How good?  A lot of the outcomes are not financialised, they are record only and locally managed to deliver the local proposition.  Some can however be expressed through robust financial proxies based on the Government Green Book.  For those, the social value pilot programme has secured over £10,000,000 of commitments.

These commitments are all for things that suppliers are willing to do, over and above what was specified in the contract.  It involves providing employment opportunities for long term unemployed, support for skills growth through apprenticeships and employment support, and support for a range of community, educational and environmental initiatives. A commitment means nothing without delivery, so a key part of the work is contract management and ensuring that what’s promised gets delivered.

Anything Else?

It’s supporting real change.  The benefits go wider than the immediate contract subject matter because they involve new behaviours within whole communities of provision.

A Carbon Reduction Plan for example would be applied to an entire organisation and its supply chain, not just the part that delivers the Ardal contract.

Ardal also applies a social value levy on contracts, which directly supports the users of the contract, wherever they are:

  • In Bridgend, £19,000 was awarded to provide fortnightly sessions for girls to learn to dance and cheerlead.
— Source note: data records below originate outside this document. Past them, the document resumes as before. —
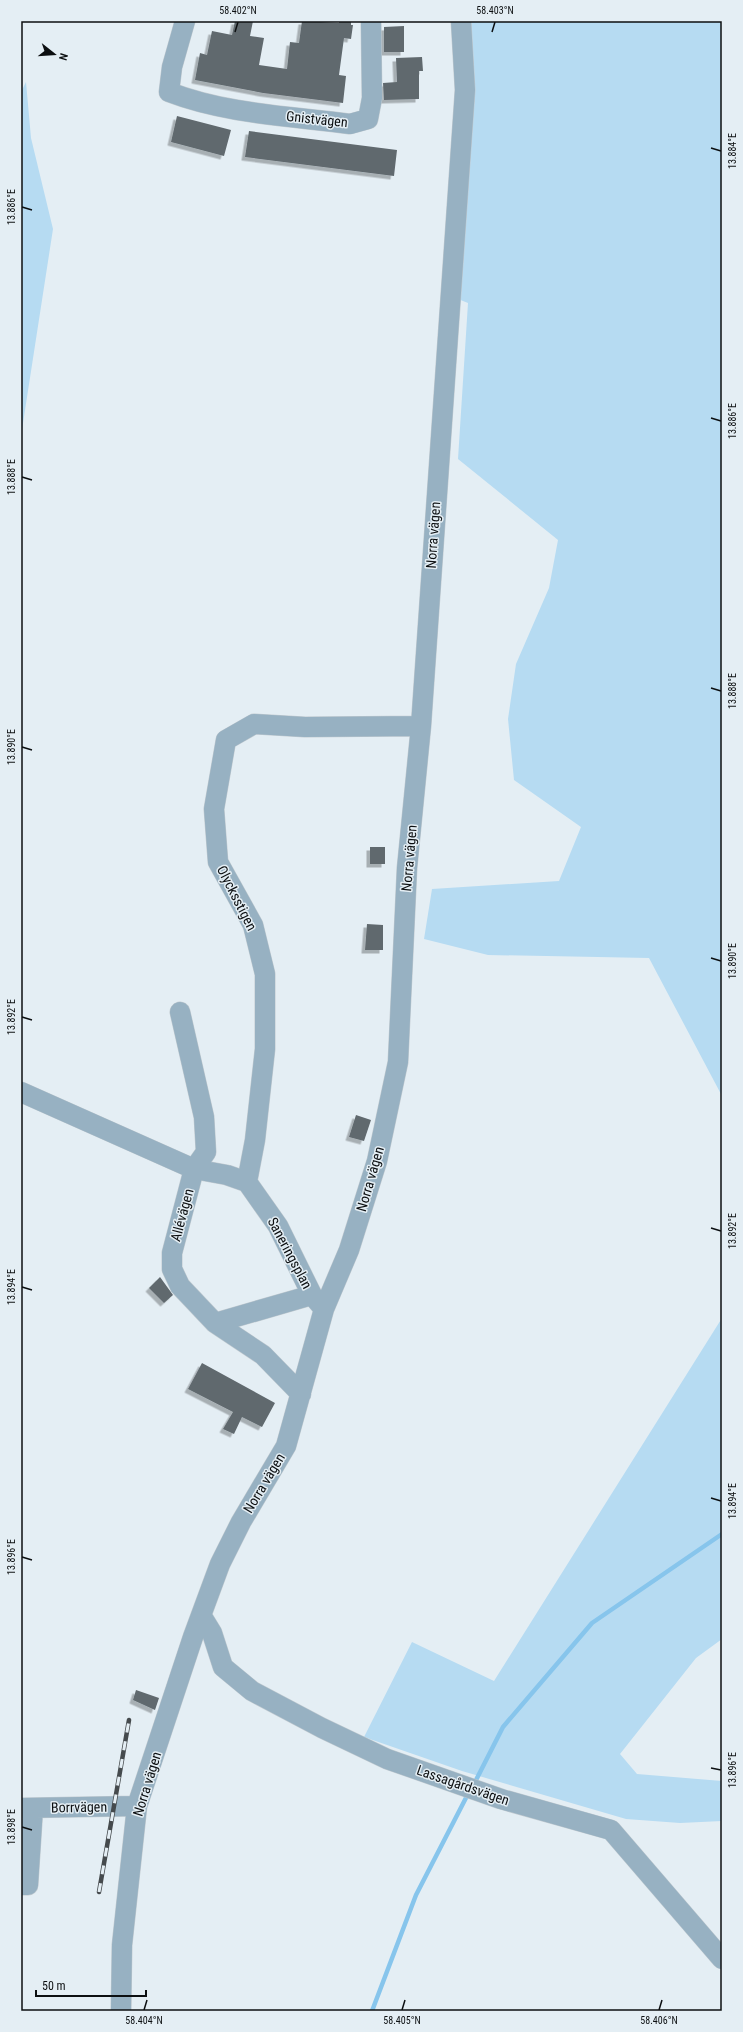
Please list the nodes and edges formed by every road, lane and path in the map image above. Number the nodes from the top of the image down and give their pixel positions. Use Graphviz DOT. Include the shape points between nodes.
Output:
graph roads {
  1 [pos="185,21"];
  2 [pos="370,21"];
  3 [pos="461,21"];
  4 [pos="421,726"];
  5 [pos="180,1012"];
  6 [pos="21,1092"];
  7 [pos="194,1169"];
  8 [pos="247,1182"];
  9 [pos="318,1302"];
  10 [pos="215,1323"];
  11 [pos="301,1394"];
  12 [pos="201,1615"];
  13 [pos="137,1806"];
  14 [pos="27,1808"];
  15 [pos="21,1885"];
  16 [pos="722,1959"];
  17 [pos="121,2011"];
  1 -- 2 [label="street, Gnistvägen" via="172,66 169,92 234,110 350,124 368,119 372,98"];
  3 -- 4 [label="street, Norra vägen" via="465,90"];
  4 -- 8 [label="street, Olycksstigen" via="305,727 254,724 226,740 214,809 218,862 253,925 265,974 266,1049"];
  4 -- 9 [label="street, Norra vägen" via="407,868 398,1062 377,1161 349,1250"];
  5 -- 7 [label="street" via="204,1117 206,1152"];
  6 -- 7 [label="street, Allévägen"];
  7 -- 8 [label="street" via="227,1175"];
  7 -- 10 [label="street, Allévägen" via="176,1232 172,1269 180,1286"];
  8 -- 9 [label="street, Saneringsplan" via="278,1226"];
  9 -- 10 [label="street"];
  9 -- 11 [label="street, Norra vägen"];
  10 -- 11 [label="street, Allévägen" via="263,1355"];
  11 -- 12 [label="street, Norra vägen" via="286,1446 241,1522 220,1564"];
  12 -- 13 [label="street, Norra vägen"];
  12 -- 16 [label="street, Lassagårdsvägen" via="212,1633 223,1667 252,1691 322,1728 387,1759 501,1799 611,1830"];
  13 -- 14 [label="street, Borrvägen"];
  13 -- 17 [label="street, Norra vägen" via="123,1937"];
  14 -- 15 [label="street" via="28,1885"];
}
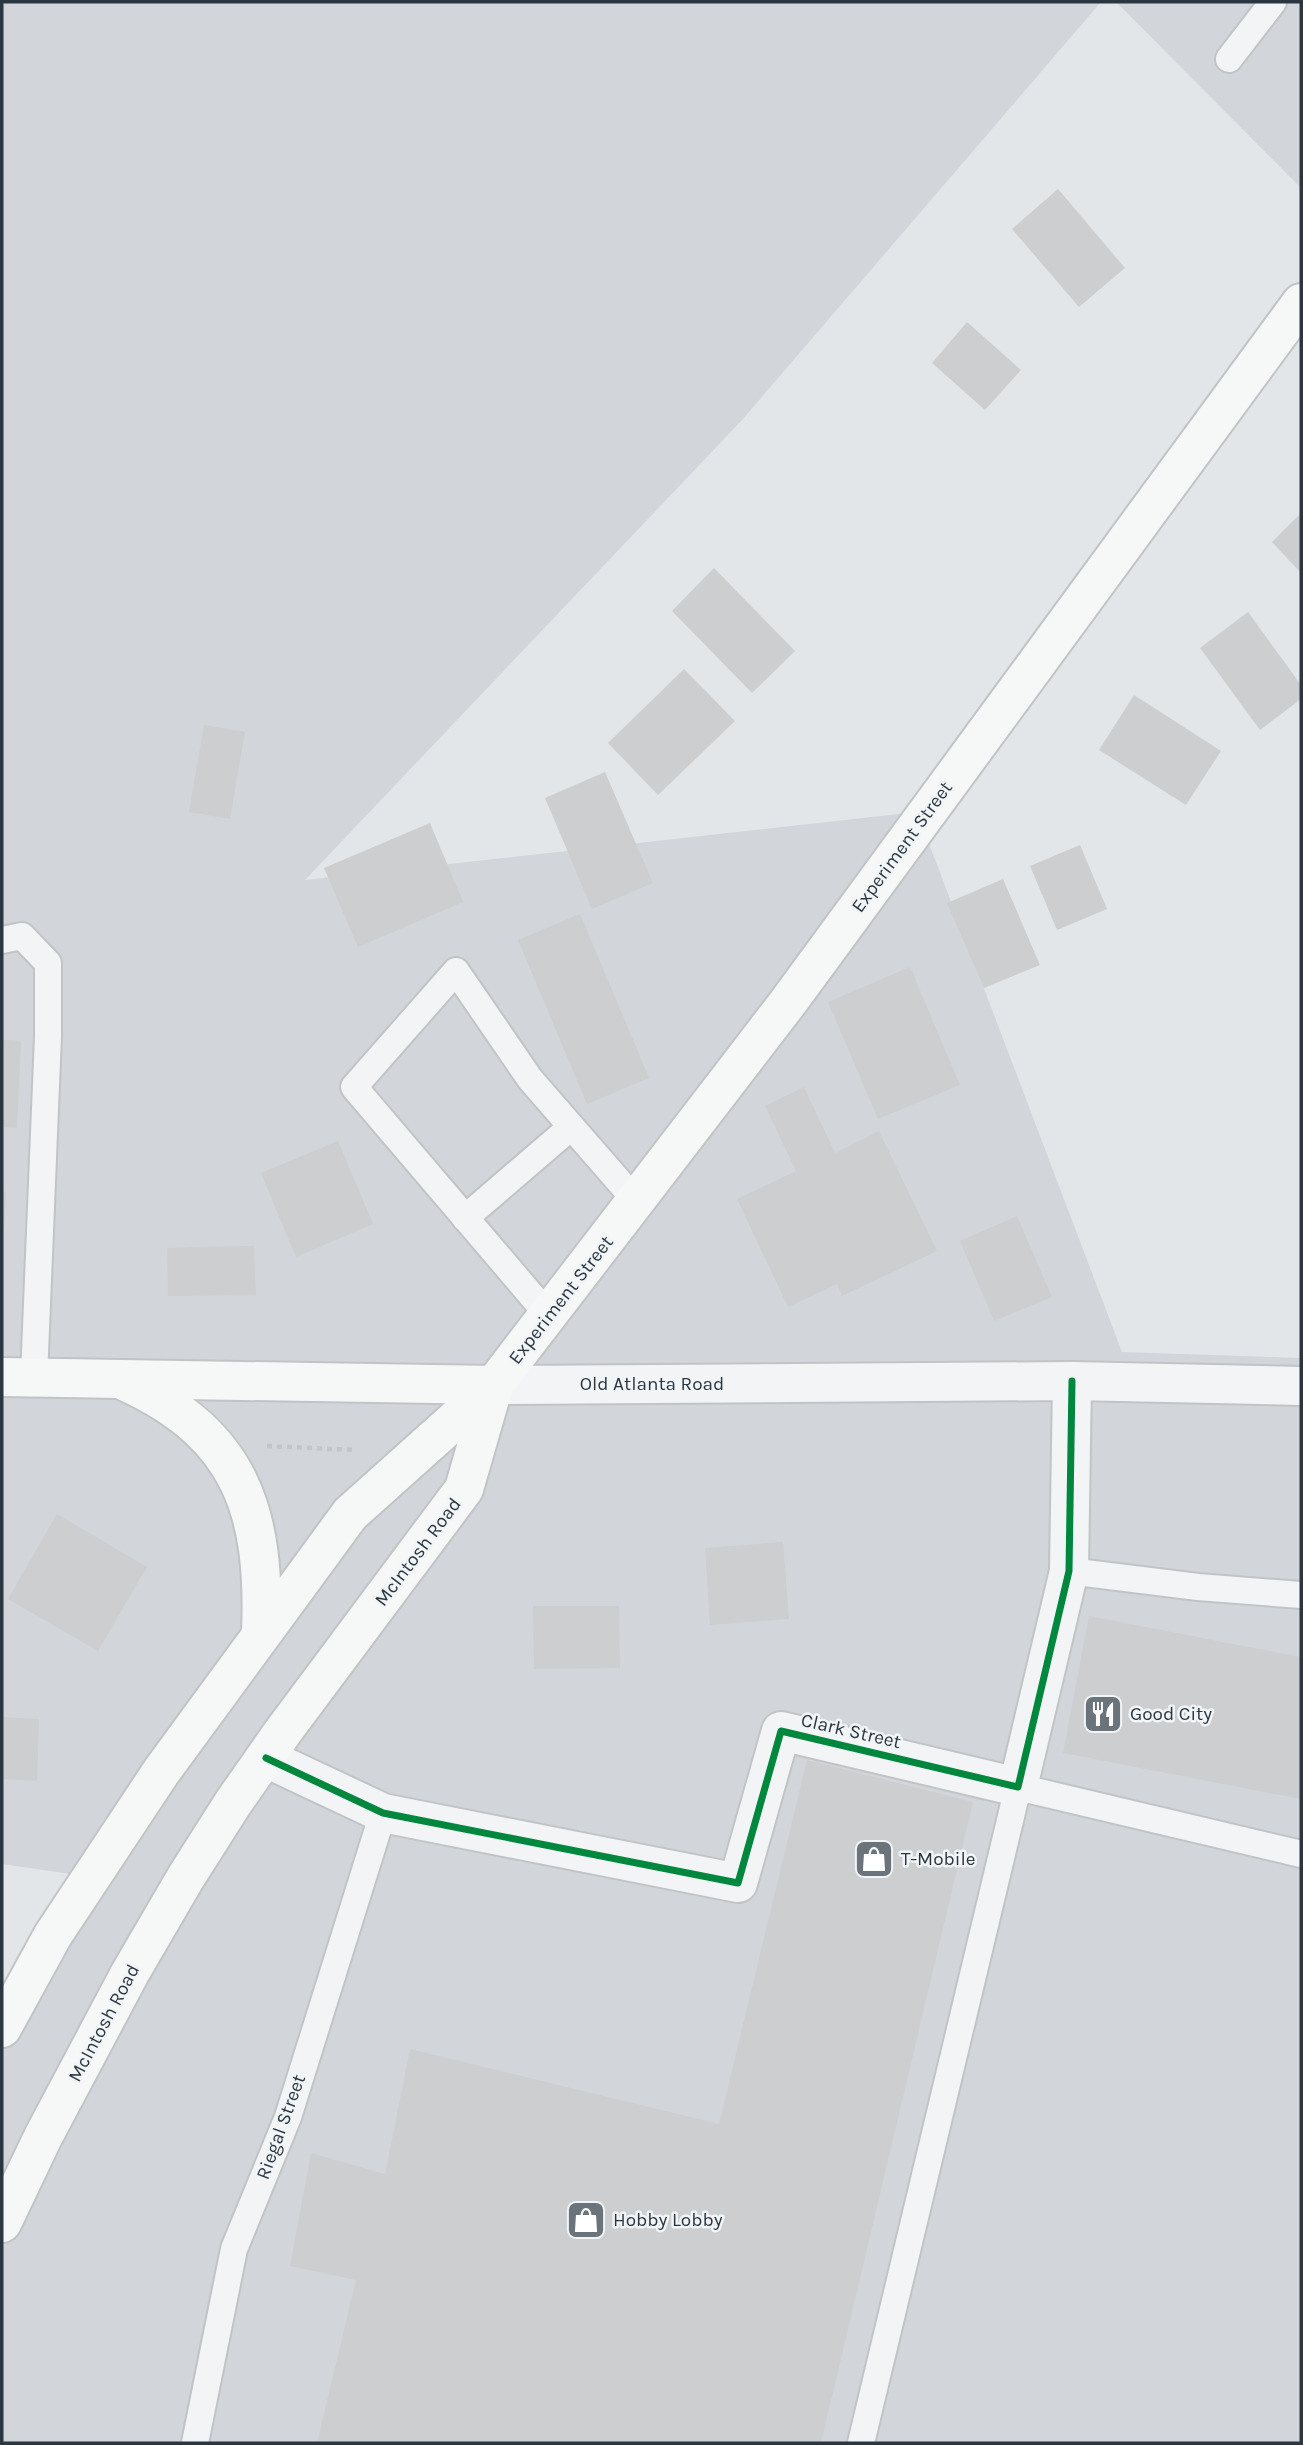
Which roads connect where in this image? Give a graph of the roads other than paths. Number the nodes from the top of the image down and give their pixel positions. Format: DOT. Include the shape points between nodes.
graph roads {
  1 [pos="1273,2"];
  2 [pos="1229,59"];
  3 [pos="1301,303"];
  4 [pos="2,940"];
  5 [pos="571,1127"];
  6 [pos="637,1202"];
  7 [pos="465,1218"];
  8 [pos="549,1316"];
  9 [pos="18,1377"];
  10 [pos="118,1379"];
  11 [pos="1072,1381"];
  12 [pos="495,1385"];
  13 [pos="1301,1386"];
  14 [pos="1069,1571"];
  15 [pos="1301,1595"];
  16 [pos="261,1634"];
  17 [pos="266,1758"];
  18 [pos="1018,1787"];
  19 [pos="383,1813"];
  20 [pos="1301,1854"];
  21 [pos="2,2028"];
  22 [pos="2,2223"];
  23 [pos="195,2443"];
  24 [pos="861,2443"];
  1 -- 2 [label="lane"];
  3 -- 6 [label="main road, Experiment Street"];
  4 -- 9 [label="lane" via="22,936 48,964 48,1036"];
  5 -- 6 [label="lane"];
  5 -- 7 [label="lane"];
  5 -- 7 [label="lane" via="530,1079 456,971 354,1087"];
  6 -- 8 [label="main road, Experiment Street"];
  7 -- 8 [label="lane"];
  8 -- 12 [label="main road, Experiment Street"];
  9 -- 10 [label="main road, Old Atlanta Road"];
  10 -- 12 [label="main road, Old Atlanta Road"];
  10 -- 16 [label="main road" via="179,1412 227,1458 259,1543"];
  11 -- 12 [label="street, Old Atlanta Road"];
  11 -- 13 [label="street, Old Atlanta Road"];
  11 -- 14 [label="street"];
  12 -- 16 [label="main road" via="350,1514"];
  12 -- 17 [label="main road, McIntosh Road" via="464,1489"];
  14 -- 15 [label="lane"];
  14 -- 18 [label="street"];
  16 -- 21 [label="main road" via="160,1772 60,1923"];
  17 -- 19 [label="street"];
  17 -- 22 [label="main road, McIntosh Road" via="186,1877 130,1973"];
  18 -- 19 [label="street, Clark Street" via="781,1731 737,1883"];
  18 -- 20 [label="lane"];
  18 -- 24 [label="lane"];
  19 -- 23 [label="lane, Riegal Street" via="288,2117 234,2249"];
}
This resulted in the group entering their first cheerleading festival at the end of 2022
  • In Caerphilly, £11,000 was awarded to provide weekly multi-sports sessions that enable local girls to try a range of new activities and taster sessions
  • In Blaenau Gwent, £16,000 was awarded to provide transport for local girls to access existing provisions that were out of reach. These sessions have linked with the local health board to add a wellbeing element.

Each is a small local project; but these small projects add up and they directly support local delivery of national policies.